Substituted benzylaminoalkylindoles with preference for the σ 2 binding site

Abstract

In the attempt to develop new σ ligands we synthesized a series of N-benzyl-3-[1-(4-fluorophenyl)-1 H-indol-3-yl]- N-methylpropan-1-amines and N-benzyl-4-[1-(4-fluorophenyl)-1 H-indol-3-yl]- N-methylbutan-1-amines variously substituted on the phenyl ring. The displacement percentages of [ 3H]-DTG and [ 3H]-(+)-pentazocine determined in rat liver homogenates by these compounds at the fixed 100 nM concentration have been determined as a preliminary evaluation of their σ 1 and σ 2 affinity, respectively.
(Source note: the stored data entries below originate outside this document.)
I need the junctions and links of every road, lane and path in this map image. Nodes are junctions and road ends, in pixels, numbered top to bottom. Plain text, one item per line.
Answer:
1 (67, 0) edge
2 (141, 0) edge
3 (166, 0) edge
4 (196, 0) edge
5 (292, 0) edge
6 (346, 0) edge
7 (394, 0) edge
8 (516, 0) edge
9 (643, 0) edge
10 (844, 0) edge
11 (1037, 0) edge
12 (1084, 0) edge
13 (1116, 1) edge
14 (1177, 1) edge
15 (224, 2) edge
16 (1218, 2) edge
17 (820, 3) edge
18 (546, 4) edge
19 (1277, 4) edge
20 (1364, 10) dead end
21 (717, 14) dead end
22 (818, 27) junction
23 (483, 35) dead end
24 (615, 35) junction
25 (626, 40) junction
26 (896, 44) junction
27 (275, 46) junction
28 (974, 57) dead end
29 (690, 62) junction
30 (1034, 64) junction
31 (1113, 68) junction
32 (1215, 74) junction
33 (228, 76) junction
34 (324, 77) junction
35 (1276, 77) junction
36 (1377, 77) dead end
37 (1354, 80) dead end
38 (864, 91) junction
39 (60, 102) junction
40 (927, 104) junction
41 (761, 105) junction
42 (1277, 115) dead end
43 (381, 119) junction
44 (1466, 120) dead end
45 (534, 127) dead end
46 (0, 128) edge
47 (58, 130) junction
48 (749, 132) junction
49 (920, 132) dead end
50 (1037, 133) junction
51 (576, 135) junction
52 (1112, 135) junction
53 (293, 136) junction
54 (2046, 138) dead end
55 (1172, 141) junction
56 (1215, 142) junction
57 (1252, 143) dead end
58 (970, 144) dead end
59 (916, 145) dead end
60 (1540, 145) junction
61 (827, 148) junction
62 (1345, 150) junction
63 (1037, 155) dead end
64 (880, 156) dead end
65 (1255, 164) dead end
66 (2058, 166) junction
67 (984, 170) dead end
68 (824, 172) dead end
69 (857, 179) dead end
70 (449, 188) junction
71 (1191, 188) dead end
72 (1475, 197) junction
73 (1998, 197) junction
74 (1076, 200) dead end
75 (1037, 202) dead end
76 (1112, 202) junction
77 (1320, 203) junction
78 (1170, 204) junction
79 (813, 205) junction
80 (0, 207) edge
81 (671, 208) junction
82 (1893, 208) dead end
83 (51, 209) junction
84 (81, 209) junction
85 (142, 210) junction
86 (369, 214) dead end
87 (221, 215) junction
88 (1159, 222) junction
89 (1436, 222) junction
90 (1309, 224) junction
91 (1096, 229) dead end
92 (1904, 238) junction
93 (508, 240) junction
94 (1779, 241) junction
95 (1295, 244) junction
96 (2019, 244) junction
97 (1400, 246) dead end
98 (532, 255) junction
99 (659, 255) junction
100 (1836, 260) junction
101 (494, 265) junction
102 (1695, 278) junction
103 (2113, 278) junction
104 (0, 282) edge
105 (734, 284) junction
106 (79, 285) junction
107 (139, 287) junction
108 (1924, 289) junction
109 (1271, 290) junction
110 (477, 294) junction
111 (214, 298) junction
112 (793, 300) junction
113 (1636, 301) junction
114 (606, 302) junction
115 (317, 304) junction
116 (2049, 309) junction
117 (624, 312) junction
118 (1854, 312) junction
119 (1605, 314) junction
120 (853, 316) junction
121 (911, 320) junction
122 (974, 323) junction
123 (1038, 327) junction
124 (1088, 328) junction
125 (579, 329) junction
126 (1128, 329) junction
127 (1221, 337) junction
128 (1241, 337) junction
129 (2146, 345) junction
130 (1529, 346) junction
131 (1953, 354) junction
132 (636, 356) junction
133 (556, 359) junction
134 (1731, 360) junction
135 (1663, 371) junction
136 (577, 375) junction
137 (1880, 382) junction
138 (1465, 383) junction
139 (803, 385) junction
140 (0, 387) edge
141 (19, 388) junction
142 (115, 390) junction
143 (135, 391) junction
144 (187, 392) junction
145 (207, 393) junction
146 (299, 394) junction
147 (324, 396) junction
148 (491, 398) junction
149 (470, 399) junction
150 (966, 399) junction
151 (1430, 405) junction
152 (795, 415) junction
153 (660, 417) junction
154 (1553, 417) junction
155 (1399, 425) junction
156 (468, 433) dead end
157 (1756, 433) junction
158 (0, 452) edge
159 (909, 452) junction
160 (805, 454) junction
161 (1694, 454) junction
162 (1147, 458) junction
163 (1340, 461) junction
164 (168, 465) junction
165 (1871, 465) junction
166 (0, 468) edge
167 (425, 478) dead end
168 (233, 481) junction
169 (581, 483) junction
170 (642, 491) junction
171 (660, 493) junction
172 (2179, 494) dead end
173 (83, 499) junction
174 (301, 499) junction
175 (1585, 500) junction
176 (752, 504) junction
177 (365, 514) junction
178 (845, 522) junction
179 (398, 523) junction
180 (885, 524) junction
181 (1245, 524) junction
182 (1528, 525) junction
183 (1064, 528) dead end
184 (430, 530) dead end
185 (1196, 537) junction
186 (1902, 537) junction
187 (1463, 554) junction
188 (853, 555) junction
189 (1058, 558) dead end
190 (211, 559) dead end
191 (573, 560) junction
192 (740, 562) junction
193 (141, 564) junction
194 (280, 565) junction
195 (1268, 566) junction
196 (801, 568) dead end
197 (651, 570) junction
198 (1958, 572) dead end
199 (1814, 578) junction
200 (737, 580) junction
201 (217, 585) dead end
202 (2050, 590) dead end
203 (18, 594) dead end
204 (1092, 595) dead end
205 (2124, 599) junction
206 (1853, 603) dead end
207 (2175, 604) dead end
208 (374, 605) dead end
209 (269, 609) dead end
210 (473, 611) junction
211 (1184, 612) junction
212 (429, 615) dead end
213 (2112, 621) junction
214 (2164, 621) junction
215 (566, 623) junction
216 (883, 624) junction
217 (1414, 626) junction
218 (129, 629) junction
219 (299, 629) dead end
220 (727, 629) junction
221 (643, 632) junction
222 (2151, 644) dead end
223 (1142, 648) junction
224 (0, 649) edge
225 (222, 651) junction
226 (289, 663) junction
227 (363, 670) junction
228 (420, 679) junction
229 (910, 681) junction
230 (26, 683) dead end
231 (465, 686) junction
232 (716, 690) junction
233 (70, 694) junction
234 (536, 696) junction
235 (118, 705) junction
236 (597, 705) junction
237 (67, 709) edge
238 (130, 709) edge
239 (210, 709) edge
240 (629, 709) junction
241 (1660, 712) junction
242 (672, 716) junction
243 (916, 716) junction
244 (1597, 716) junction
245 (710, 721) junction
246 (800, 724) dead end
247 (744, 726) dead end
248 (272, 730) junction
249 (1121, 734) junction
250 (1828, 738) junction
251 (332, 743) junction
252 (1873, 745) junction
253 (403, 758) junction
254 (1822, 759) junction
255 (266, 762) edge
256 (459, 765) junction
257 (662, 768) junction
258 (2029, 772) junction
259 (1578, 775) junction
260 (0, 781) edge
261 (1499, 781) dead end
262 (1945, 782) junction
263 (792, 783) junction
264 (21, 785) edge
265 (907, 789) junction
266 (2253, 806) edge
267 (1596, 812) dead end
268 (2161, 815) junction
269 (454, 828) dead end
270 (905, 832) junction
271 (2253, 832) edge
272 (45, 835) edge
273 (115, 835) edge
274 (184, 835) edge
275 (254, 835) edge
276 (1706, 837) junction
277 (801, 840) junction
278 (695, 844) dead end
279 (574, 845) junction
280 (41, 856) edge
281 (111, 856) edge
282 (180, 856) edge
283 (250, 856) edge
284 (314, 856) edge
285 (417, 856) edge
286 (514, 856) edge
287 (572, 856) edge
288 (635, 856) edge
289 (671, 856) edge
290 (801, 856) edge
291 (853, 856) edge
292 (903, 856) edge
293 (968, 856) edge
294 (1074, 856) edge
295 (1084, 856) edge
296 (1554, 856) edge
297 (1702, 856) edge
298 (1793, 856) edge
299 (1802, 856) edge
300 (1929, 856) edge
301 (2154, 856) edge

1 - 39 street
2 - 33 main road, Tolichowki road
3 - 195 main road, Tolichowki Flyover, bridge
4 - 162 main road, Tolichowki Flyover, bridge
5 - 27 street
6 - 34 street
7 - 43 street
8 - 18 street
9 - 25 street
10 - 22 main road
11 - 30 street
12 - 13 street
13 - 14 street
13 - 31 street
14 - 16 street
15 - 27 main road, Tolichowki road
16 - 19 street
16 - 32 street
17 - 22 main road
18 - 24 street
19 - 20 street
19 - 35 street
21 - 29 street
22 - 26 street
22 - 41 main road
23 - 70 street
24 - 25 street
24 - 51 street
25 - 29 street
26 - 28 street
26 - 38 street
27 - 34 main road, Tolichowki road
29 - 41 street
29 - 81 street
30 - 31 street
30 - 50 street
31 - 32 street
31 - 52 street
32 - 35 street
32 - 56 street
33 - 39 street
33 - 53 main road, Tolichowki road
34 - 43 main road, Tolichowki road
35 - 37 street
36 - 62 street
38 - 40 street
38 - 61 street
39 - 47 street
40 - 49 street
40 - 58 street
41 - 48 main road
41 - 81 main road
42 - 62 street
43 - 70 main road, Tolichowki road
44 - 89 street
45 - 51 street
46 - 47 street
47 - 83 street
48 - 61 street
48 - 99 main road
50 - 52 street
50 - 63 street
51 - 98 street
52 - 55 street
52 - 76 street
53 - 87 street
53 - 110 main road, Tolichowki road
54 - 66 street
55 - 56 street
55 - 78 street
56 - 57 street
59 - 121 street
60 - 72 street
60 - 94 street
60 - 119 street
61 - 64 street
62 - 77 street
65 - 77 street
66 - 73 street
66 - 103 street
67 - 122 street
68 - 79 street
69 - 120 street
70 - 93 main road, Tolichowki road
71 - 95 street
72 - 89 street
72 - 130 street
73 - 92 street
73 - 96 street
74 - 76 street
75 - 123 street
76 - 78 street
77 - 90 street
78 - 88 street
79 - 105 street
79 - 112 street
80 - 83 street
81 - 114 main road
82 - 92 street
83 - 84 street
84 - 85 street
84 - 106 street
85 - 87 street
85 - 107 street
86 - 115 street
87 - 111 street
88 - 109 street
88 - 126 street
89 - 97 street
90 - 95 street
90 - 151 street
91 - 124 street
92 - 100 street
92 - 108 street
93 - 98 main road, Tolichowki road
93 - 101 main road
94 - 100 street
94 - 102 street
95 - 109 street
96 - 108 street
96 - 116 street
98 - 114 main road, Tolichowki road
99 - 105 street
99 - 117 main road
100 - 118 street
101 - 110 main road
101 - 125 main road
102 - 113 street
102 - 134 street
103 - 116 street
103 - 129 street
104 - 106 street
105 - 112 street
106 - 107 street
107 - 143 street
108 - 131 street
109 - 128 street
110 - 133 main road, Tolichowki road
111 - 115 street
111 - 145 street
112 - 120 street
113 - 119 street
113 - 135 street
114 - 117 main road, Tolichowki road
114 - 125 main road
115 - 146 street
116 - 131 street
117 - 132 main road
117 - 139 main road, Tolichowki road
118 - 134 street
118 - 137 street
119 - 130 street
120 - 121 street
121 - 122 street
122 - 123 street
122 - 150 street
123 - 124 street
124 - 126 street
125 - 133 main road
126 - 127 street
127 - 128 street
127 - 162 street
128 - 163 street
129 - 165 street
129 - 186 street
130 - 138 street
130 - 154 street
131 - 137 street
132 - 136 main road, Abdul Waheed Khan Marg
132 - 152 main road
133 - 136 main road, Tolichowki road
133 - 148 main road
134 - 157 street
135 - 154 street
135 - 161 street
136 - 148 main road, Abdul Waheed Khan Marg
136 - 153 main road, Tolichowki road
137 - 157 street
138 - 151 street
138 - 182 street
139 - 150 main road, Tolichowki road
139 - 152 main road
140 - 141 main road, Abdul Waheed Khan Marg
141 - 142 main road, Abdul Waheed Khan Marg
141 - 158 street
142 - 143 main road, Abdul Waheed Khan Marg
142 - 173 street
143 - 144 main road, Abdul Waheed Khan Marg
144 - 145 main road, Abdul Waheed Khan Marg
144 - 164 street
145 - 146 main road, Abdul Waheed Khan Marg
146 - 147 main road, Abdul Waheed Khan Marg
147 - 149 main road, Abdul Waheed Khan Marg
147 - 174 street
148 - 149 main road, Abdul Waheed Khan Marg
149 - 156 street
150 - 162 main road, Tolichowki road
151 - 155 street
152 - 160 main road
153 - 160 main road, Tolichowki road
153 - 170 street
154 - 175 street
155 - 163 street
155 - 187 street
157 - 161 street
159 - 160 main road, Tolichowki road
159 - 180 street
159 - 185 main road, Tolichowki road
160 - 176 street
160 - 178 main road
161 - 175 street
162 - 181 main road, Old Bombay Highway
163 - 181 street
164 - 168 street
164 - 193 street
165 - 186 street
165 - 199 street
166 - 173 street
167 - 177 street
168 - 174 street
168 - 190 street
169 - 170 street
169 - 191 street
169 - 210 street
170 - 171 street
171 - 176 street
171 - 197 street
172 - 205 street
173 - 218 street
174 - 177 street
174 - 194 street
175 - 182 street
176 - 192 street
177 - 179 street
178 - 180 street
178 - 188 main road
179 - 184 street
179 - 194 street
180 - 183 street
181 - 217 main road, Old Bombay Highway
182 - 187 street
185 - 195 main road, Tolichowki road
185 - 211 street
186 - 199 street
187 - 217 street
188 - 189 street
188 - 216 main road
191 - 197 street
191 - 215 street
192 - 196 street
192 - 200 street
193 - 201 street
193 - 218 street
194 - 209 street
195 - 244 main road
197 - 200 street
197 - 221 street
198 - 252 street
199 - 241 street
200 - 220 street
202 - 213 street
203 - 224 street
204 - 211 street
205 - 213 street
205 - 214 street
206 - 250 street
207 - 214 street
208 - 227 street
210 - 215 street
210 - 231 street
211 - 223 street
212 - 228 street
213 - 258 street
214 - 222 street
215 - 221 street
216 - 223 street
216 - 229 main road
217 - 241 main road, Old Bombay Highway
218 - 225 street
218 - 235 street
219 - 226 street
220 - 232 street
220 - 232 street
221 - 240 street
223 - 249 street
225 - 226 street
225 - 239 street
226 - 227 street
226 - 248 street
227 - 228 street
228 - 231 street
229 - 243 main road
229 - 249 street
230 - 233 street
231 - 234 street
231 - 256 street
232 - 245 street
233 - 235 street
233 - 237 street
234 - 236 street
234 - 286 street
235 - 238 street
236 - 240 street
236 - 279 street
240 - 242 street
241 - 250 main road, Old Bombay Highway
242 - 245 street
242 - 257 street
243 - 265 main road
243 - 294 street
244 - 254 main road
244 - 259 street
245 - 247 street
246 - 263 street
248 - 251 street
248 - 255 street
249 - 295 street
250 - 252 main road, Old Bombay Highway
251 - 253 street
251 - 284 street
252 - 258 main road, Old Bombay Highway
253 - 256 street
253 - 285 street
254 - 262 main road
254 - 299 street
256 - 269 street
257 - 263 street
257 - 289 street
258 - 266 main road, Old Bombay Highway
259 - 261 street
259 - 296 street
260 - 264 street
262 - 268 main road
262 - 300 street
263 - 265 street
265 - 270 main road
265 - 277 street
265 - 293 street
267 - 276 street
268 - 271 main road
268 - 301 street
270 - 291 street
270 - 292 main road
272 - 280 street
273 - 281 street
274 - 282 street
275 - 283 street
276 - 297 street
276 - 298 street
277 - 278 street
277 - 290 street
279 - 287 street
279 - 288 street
The results suggested that the phenyl substituents may positively modulate, in comparison with the unsubstituted compound, the ability to displace [ 3H]-DTG from σ 2 sites, whereas the same phenyl substituents reduced the displacement percentages of [ 3H]-(+)-pentazocine from σ 1 sites. Some of these compounds were selected for radioligand binding assays. Compounds with a butylene intermediate chain displayed the greatest binding affinity for σ 2 over σ 1 receptors. The butylene derivative with 2,4-dimethyl substitution on the phenyl ring showed the greatest σ 2 affinity (σ 2 K i = 5.9 nM) and an appreciable σ 2 over σ 1 selectivity (σ 1 K i/σ 2 K i = 22). The obtained results suggest that a butylene chain separating the indole moiety from variously substituted benzylamino groups may be required to their interaction with a hypothetical secondary σ 2 binding site.